Crows in flight at Red Bank Battlefield, July 2020


For dVerse,where Laura has asked us to write about flight. I’ve reworked some old poems. . . a work in progress perhaps.




55 thoughts on “Thoughts on Flying

  1. It would be nice…if I had a guarantee of not falling. Lovely poem and photos, Merril. My grandmother used to say when you saw birds on a wire, they were facing the direction of an upcoming storm. I don’t know if that’s true or a West Virginia tale!

  2. I love this so much. It explicates the secrecy in nature, the language we will never be able to understand between animals to each other; those cues.

    I really adore the final two lines. I often wonder what it’s like to fly. Now figuratively, I also like the interpretation of what it would be like to not fear falling down, thus not provoking the fear of failure.

    Excellent poem here. So many layers to pick from.

    • Thank you so much for your lovely comment, Lucy!
      I’m really kind of fascinated by bird languages–they have dialects and other birds can understand each other. And I love watching and listening to them.
      And yes, the other level about not to fear falling. Something I definitely have to work at.

  3. I love the simile in the opening lines, Merril, a poem assembling itself for a poet to record.
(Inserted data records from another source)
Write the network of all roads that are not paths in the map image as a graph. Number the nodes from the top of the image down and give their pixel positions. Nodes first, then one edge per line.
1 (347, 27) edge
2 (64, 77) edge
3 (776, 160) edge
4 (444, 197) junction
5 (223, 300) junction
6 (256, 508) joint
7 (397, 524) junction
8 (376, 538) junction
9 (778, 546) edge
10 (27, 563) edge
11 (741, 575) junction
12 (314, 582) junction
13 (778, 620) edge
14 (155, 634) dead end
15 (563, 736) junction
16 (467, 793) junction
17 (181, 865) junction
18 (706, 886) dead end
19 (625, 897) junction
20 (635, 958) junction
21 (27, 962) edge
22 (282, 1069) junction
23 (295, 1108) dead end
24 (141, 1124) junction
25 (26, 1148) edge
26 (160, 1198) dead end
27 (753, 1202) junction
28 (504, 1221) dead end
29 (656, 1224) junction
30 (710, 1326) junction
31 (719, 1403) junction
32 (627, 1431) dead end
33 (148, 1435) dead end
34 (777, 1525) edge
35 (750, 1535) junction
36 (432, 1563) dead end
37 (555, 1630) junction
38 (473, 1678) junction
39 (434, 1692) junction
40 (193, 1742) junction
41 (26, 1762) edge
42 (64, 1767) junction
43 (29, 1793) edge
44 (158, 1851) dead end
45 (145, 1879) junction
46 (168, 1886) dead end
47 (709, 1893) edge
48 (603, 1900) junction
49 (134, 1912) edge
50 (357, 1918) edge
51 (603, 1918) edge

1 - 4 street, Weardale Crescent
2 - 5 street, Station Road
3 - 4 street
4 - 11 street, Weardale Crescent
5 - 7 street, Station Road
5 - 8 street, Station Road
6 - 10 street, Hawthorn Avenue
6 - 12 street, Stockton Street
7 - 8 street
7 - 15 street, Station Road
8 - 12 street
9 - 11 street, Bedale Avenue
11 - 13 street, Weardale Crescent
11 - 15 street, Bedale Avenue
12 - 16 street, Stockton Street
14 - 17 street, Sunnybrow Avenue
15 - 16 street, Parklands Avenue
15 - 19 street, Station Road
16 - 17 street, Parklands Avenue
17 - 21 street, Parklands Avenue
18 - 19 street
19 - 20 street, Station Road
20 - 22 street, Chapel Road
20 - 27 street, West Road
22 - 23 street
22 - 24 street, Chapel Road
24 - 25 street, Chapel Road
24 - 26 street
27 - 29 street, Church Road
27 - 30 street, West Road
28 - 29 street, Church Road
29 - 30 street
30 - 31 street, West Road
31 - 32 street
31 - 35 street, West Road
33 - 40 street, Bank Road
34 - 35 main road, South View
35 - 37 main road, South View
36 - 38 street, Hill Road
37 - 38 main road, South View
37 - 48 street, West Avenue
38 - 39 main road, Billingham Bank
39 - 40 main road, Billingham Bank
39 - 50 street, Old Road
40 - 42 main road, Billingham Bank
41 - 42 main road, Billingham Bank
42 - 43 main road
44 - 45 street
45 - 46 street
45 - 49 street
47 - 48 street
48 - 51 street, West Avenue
That’s what poets have in common with birds, the
    rhythm in a sentence. The final question is one I often ask myself.

  4. kaykuala

    what it’s like to rise so high
    without fear of falling?

    It would a wonderful bird’s eye view of the world for a start but more on the acrobatics of swallows and eagles that is fascinating.


  5. Murmurations are a free air show, intricate patterns, formed by hundreds of wings. When young, I had flying dreams, and it felt marvelous. About as close as we come is those lighter than air machines, solo; you, a motor, a propellor and the sky.

  6. That secret language – the tip of a wing, a single beat, or the still act of rising on a current – I want to know that, as I think you do. You convey it so well.

    • Thank you so much, Ken. Yes, it’s all a mystery. And then today I was thinking about tails–why roadrunners have such big ones. (Colleen posted a photo and video on FB.) 😀 That must be part of the language, too–some birds look like they’re flipping someone off with their tails.

  7. Having spent hours observing my little flock of wild lovebirds, I too wonder what it would be like to fly and see the world from their point of view. They do have a secret language and the more I watch them, the more I come to understand how they communicate with one another.Truly lovely Merril.

  8. You make me think of that old question, would you rather fly or be invisible. I don’t know how high I could go. My son had been afraid of heights. He never liked crossing long bridges. I only get nervous when I think about what could possibly happen.